What to work on: Reproduce every record exactly.

━━━━━ Study material ━━━━━

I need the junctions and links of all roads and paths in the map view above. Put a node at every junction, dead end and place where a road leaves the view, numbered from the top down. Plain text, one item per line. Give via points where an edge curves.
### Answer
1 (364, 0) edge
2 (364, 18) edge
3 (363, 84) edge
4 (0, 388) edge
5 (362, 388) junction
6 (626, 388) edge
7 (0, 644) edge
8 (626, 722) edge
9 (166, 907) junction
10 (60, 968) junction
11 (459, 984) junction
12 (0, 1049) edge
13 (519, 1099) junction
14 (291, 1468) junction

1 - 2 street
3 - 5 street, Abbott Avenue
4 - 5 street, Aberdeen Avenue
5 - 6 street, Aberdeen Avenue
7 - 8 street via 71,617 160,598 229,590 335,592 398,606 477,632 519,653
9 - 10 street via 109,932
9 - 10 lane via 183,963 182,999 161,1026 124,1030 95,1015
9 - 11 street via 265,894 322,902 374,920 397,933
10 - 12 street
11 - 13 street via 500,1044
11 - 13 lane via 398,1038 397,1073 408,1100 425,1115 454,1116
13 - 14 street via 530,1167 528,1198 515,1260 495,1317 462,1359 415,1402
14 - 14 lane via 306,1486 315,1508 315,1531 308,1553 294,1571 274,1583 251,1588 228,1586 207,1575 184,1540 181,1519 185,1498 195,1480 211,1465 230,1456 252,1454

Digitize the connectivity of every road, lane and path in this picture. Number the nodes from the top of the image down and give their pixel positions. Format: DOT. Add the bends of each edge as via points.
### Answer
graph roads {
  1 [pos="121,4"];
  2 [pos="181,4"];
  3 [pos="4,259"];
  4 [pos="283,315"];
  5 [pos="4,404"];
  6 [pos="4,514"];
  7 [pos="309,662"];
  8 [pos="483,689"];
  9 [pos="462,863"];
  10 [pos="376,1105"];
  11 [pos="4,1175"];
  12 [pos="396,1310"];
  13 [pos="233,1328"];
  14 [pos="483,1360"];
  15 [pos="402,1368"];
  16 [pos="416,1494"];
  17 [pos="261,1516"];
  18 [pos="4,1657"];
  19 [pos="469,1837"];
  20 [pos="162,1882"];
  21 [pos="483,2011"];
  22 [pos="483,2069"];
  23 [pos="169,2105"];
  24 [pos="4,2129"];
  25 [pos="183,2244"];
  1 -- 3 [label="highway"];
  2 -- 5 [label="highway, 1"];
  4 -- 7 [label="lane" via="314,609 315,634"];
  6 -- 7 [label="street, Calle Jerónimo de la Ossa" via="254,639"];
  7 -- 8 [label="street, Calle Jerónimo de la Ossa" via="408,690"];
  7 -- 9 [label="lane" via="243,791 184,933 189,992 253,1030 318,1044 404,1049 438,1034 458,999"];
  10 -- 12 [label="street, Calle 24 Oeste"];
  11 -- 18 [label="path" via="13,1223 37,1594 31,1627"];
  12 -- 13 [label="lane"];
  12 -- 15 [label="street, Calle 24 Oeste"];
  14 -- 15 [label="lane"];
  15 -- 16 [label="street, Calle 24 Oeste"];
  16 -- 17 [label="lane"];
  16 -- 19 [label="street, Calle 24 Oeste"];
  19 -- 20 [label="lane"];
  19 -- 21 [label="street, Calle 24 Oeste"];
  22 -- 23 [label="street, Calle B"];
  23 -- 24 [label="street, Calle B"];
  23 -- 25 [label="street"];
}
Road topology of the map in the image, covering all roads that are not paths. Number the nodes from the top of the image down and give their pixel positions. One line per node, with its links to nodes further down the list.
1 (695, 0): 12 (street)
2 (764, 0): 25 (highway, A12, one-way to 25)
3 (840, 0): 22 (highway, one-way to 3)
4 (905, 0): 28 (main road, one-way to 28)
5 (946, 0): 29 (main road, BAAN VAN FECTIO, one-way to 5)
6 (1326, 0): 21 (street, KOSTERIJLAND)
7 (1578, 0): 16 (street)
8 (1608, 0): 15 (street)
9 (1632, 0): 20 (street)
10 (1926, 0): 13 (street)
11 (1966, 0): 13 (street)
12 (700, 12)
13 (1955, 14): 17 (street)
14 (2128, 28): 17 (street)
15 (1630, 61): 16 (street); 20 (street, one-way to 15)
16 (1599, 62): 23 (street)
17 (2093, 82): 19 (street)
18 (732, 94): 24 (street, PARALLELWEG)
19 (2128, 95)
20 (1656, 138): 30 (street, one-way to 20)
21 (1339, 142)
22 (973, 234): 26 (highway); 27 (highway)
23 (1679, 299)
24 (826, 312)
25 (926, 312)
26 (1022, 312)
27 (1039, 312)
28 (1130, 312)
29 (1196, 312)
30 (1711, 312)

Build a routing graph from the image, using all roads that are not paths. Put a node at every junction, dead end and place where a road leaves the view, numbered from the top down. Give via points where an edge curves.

━━━━━

Task response:
I need the junctions and links of all roads and paths in the map view above. Put a node at every junction, dead end and place where a road leaves the view, numbered from the top down. Plain text, one item per line. Give via points where an edge curves.
### Answer
1 (364, 0) edge
2 (364, 18) edge
3 (363, 84) edge
4 (0, 388) edge
5 (362, 388) junction
6 (626, 388) edge
7 (0, 644) edge
8 (626, 722) edge
9 (166, 907) junction
10 (60, 968) junction
11 (459, 984) junction
12 (0, 1049) edge
13 (519, 1099) junction
14 (291, 1468) junction

1 - 2 street
3 - 5 street, Abbott Avenue
4 - 5 street, Aberdeen Avenue
5 - 6 street, Aberdeen Avenue
7 - 8 street via 71,617 160,598 229,590 335,592 398,606 477,632 519,653
9 - 10 street via 109,932
9 - 10 lane via 183,963 182,999 161,1026 124,1030 95,1015
9 - 11 street via 265,894 322,902 374,920 397,933
10 - 12 street
11 - 13 street via 500,1044
11 - 13 lane via 398,1038 397,1073 408,1100 425,1115 454,1116
13 - 14 street via 530,1167 528,1198 515,1260 495,1317 462,1359 415,1402
14 - 14 lane via 306,1486 315,1508 315,1531 308,1553 294,1571 274,1583 251,1588 228,1586 207,1575 184,1540 181,1519 185,1498 195,1480 211,1465 230,1456 252,1454

Digitize the connectivity of every road, lane and path in this picture. Number the nodes from the top of the image down and give their pixel positions. Format: DOT. Add the bends of each edge as via points.
### Answer
graph roads {
  1 [pos="121,4"];
  2 [pos="181,4"];
  3 [pos="4,259"];
  4 [pos="283,315"];
  5 [pos="4,404"];
  6 [pos="4,514"];
  7 [pos="309,662"];
  8 [pos="483,689"];
  9 [pos="462,863"];
  10 [pos="376,1105"];
  11 [pos="4,1175"];
  12 [pos="396,1310"];
  13 [pos="233,1328"];
  14 [pos="483,1360"];
  15 [pos="402,1368"];
  16 [pos="416,1494"];
  17 [pos="261,1516"];
  18 [pos="4,1657"];
  19 [pos="469,1837"];
  20 [pos="162,1882"];
  21 [pos="483,2011"];
  22 [pos="483,2069"];
  23 [pos="169,2105"];
  24 [pos="4,2129"];
  25 [pos="183,2244"];
  1 -- 3 [label="highway"];
  2 -- 5 [label="highway, 1"];
  4 -- 7 [label="lane" via="314,609 315,634"];
  6 -- 7 [label="street, Calle Jerónimo de la Ossa" via="254,639"];
  7 -- 8 [label="street, Calle Jerónimo de la Ossa" via="408,690"];
  7 -- 9 [label="lane" via="243,791 184,933 189,992 253,1030 318,1044 404,1049 438,1034 458,999"];
  10 -- 12 [label="street, Calle 24 Oeste"];
  11 -- 18 [label="path" via="13,1223 37,1594 31,1627"];
  12 -- 13 [label="lane"];
  12 -- 15 [label="street, Calle 24 Oeste"];
  14 -- 15 [label="lane"];
  15 -- 16 [label="street, Calle 24 Oeste"];
  16 -- 17 [label="lane"];
  16 -- 19 [label="street, Calle 24 Oeste"];
  19 -- 20 [label="lane"];
  19 -- 21 [label="street, Calle 24 Oeste"];
  22 -- 23 [label="street, Calle B"];
  23 -- 24 [label="street, Calle B"];
  23 -- 25 [label="street"];
}
Road topology of the map in the image, covering all roads that are not paths. Number the nodes from the top of the image down and give their pixel positions. One line per node, with its links to nodes further down the list.
1 (695, 0): 12 (street)
2 (764, 0): 25 (highway, A12, one-way to 25)
3 (840, 0): 22 (highway, one-way to 3)
4 (905, 0): 28 (main road, one-way to 28)
5 (946, 0): 29 (main road, BAAN VAN FECTIO, one-way to 5)
6 (1326, 0): 21 (street, KOSTERIJLAND)
7 (1578, 0): 16 (street)
8 (1608, 0): 15 (street)
9 (1632, 0): 20 (street)
10 (1926, 0): 13 (street)
11 (1966, 0): 13 (street)
12 (700, 12)
13 (1955, 14): 17 (street)
14 (2128, 28): 17 (street)
15 (1630, 61): 16 (street); 20 (street, one-way to 15)
16 (1599, 62): 23 (street)
17 (2093, 82): 19 (street)
18 (732, 94): 24 (street, PARALLELWEG)
19 (2128, 95)
20 (1656, 138): 30 (street, one-way to 20)
21 (1339, 142)
22 (973, 234): 26 (highway); 27 (highway)
23 (1679, 299)
24 (826, 312)
25 (926, 312)
26 (1022, 312)
27 (1039, 312)
28 (1130, 312)
29 (1196, 312)
30 (1711, 312)

Build a routing graph from the image, using all roads that are not paths. Put a node at every junction, dead end and place where a road leaves the view, numbered from the top down. Give via points where an edge curves.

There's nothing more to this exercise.